Roosevelt para enfrentar a crise nos EUA e o trabalho de Keynes sobre o papel do estado foram os principais contributos. Segundo Keynes sendo a referida crise resultado de falta de procura efetiva a intervenção do Estado, tanto a nível de fortes investimentos públicos (fomentou a reconstrução pós- guerra) como através de políticas monetárias e fiscais, poderia colmatar este défice.

“Na medida em que produção de massa, que exigia fortes investimentos em capital fixo, que requeria condições de procura relativamente estáveis para ser lucrativos, o Estado se esforçou para controlar ciclos económicos através de um mix apropriado de políticas fiscais e monetárias no período pós- guerra. Tais políticas foram direcionadas para áreas do investimento público – em sectores como transportes, serviços públicos, etc.. - que eram vitais para o crescimento da produção e consumo de massa, e que podia também garantir relativo pleno emprego. Governos igualmente agiram para

providenciar um forte alicerce para o salário social através de gastos cobrindo segurança social, saúde, educação, habitação etc. Além disso, o poder do estado era exercido, tanto directa como indirectamente, sobre acordos salariais e direitos dos trabalhadores na produção (Harvey, 1989:135).

A seguir à segunda guerra mundial, um binário Fordismo-Keynesianismo conceptualizando a forma de organização da atividade produtiva (regime de acumulação) e a intervenção do estado (papel regulação de forma a facilitar e fomentar a procura efectiva tornando viável o regime de acumulação Fordista foi responsável pelos 30 anos de glória (1945-1973).

“O tenso mas mesmo assim firme equilíbrio de poder que prevaleceu entre o trabalho organizado, o grande capital corporativo, e o estado nação, e que formou a base do poder para o boom pós-guerra (…) (Harvey, 1989:133) dependeu de uma serie de “compromissos” e “reposicionamentos” dos vários

actores que compõe o processo de desenvolvimento capitalista.

O grande poder corporativo e a intervenção do Estado obtiveram acordos com sindicatos de trabalhadores no sentido de colaboração em métodos de aumento de produtividade em troca de prémios de produtividade (aumentos salariais). O grande poder corporativo aceitou, por este facto, a contragosto, algumas exigências do poder de sindicatos, beneficiando de maior lucro. O Estado Providencia beneficiou também de um volume grande de receitas. Assim garantia aos que não foram incluídos nos benefícios do fordismo forte apoio a salários assim como um grande volume de serviços sociais.

“Estado tinha que tentar e garantir algum tipo de salário social adequado para todos, ou se engajar em políticas redistributivas ou acções legais que iriam activamente corrigir as desigualdades, enfrentar o empobrecimento relativo e falta de inclusão das minorias. Cada vez mais, a legitimação do poder do Estado dependia da capacidade de difundir os benefícios do fordismo para todos e para encontrar maneiras de oferecer cuidados de saúde adequados, habitação e serviços educacionais em grande escala, mas de uma forma humana e solidária. Falhas qualitativas neste campo foram alvo de inúmeras críticas, mas no final foi provavelmente a falha quantitativa que provocaram os mais sérios dilemas. A capacidade de fornecer bens colectivos dependia de contínua aceleração da produtividade do trabalho no sector corporativo. Só assim poderia o estatismo de bem-estar keynesiano ser tornado fiscalmente viável” (Harvey, 1989:139).

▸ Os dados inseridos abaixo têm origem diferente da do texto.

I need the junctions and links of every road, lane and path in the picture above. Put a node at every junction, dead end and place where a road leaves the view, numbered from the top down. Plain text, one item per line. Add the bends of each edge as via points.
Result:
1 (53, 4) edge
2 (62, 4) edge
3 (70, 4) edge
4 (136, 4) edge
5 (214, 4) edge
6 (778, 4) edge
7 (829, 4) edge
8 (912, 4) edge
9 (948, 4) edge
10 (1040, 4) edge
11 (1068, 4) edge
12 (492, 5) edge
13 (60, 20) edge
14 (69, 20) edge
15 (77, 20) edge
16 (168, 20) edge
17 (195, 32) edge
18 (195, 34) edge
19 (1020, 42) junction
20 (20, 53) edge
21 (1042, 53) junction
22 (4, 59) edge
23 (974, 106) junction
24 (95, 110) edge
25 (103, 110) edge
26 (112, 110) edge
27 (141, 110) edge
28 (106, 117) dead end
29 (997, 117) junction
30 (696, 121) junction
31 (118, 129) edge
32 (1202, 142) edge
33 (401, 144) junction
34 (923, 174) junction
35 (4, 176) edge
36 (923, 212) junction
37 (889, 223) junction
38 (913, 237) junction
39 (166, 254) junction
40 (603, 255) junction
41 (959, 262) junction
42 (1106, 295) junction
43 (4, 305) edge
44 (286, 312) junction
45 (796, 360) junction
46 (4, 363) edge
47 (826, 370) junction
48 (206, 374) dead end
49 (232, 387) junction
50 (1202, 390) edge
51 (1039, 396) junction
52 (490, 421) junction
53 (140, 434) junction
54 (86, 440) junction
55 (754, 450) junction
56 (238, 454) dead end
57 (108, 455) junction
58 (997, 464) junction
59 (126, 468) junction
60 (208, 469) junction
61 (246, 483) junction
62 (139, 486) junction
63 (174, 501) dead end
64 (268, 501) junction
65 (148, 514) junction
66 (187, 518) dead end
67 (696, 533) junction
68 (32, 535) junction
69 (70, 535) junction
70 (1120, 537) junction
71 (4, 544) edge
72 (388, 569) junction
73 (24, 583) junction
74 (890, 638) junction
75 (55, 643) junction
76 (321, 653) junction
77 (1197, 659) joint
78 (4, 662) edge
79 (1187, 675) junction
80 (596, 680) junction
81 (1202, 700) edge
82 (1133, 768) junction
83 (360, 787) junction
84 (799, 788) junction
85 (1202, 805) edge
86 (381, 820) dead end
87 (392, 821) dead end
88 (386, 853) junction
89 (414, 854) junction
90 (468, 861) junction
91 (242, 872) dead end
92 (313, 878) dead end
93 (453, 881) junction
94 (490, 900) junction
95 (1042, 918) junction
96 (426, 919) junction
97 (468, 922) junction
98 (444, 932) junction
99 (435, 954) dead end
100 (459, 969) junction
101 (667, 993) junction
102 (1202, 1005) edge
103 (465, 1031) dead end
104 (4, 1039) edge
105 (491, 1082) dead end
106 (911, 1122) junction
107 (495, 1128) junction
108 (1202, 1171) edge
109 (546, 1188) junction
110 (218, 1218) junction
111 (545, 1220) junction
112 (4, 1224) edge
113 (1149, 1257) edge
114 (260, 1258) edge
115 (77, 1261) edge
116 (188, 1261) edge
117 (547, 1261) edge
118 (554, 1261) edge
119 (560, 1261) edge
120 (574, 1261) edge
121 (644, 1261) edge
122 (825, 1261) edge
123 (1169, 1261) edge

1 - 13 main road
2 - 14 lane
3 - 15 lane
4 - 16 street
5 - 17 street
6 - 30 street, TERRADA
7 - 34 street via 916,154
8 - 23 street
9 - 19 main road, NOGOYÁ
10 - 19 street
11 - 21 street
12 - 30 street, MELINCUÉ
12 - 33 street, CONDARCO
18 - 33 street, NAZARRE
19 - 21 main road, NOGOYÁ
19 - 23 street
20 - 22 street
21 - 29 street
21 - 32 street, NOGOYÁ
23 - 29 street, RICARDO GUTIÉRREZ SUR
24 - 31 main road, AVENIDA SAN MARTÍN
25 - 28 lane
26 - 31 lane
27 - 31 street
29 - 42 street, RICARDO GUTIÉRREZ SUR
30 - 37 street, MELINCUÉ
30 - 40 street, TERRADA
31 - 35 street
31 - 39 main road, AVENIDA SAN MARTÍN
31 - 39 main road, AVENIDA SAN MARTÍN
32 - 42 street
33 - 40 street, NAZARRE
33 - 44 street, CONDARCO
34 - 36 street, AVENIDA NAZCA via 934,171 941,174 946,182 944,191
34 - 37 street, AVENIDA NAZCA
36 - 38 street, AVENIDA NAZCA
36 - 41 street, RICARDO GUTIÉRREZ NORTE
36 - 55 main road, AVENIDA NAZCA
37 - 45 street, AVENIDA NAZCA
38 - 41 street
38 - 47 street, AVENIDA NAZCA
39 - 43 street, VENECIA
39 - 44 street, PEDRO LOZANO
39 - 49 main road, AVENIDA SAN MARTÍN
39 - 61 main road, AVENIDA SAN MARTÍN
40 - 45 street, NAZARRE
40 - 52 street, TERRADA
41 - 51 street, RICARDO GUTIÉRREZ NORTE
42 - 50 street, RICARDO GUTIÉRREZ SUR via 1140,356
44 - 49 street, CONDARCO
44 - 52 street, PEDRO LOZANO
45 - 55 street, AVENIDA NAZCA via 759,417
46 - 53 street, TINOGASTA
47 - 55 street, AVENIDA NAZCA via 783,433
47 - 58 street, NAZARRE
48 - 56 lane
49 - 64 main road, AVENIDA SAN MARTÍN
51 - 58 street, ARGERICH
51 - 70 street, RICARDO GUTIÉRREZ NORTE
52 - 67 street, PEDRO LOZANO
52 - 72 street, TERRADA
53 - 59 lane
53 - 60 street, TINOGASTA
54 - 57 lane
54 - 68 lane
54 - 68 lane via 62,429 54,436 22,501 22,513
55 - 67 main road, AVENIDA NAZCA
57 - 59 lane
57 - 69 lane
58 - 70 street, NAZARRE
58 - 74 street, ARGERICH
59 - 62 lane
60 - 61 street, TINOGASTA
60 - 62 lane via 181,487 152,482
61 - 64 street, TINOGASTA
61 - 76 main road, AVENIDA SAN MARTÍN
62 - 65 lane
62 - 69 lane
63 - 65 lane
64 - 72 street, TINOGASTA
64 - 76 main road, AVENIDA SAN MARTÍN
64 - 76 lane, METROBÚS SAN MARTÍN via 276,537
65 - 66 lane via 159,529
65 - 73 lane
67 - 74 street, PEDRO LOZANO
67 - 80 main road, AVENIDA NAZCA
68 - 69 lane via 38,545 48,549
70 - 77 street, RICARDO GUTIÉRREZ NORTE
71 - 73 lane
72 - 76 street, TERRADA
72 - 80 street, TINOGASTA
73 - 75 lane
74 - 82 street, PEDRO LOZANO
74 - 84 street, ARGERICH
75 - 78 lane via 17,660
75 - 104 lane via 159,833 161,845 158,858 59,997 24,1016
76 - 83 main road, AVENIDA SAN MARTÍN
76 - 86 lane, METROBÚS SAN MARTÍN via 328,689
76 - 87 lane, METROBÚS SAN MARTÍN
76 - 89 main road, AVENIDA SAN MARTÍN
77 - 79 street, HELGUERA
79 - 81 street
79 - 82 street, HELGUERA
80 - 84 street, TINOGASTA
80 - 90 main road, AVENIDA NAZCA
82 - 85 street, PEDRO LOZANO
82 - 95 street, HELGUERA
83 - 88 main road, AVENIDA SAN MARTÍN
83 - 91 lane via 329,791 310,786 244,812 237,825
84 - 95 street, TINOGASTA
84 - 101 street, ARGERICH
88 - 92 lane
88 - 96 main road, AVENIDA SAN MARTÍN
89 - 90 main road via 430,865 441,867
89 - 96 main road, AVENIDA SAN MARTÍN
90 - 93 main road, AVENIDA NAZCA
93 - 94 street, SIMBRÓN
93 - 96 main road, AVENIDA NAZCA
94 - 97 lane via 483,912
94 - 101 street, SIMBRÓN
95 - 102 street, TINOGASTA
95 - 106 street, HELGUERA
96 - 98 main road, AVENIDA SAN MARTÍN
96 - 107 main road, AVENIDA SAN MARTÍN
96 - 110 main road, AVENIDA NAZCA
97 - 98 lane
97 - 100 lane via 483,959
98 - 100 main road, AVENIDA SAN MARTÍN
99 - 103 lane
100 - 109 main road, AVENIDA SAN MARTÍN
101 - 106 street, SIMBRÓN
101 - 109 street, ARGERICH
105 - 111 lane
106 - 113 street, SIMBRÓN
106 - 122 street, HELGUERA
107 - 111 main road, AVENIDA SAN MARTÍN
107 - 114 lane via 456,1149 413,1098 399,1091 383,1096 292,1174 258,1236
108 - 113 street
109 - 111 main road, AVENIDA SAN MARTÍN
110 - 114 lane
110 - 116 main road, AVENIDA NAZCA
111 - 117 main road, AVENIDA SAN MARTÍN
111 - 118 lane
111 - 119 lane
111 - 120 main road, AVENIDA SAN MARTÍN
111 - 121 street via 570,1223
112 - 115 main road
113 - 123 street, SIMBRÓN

Pós-guerra foi considerado como uma “forma total de vida”. Um estilo, uma cultura (produção e consumo de massas). Grande parte do boom no fordismo pós-guerra deveu-se também a uma expansão do comércio mundial e circulação do investimento internacional sob a hegemonia dos EUA. Apenas após 1939 fordismo expandiu para a Europa e Japão incluído no esforço de guerra. Na Europa sobretudo pela Aplicação do Plano Marshal e investimento directo dos EUA.

Apesar das críticas o Fordismo manteve-se com um ambiente relativamente estável para os lucros de grandes corporações, foi possível manter um crescimento elevado com relativo “pleno emprego”, padrões materiais de vida aumentou nos países desenvolvidos capitalistas até à recessão de 1973.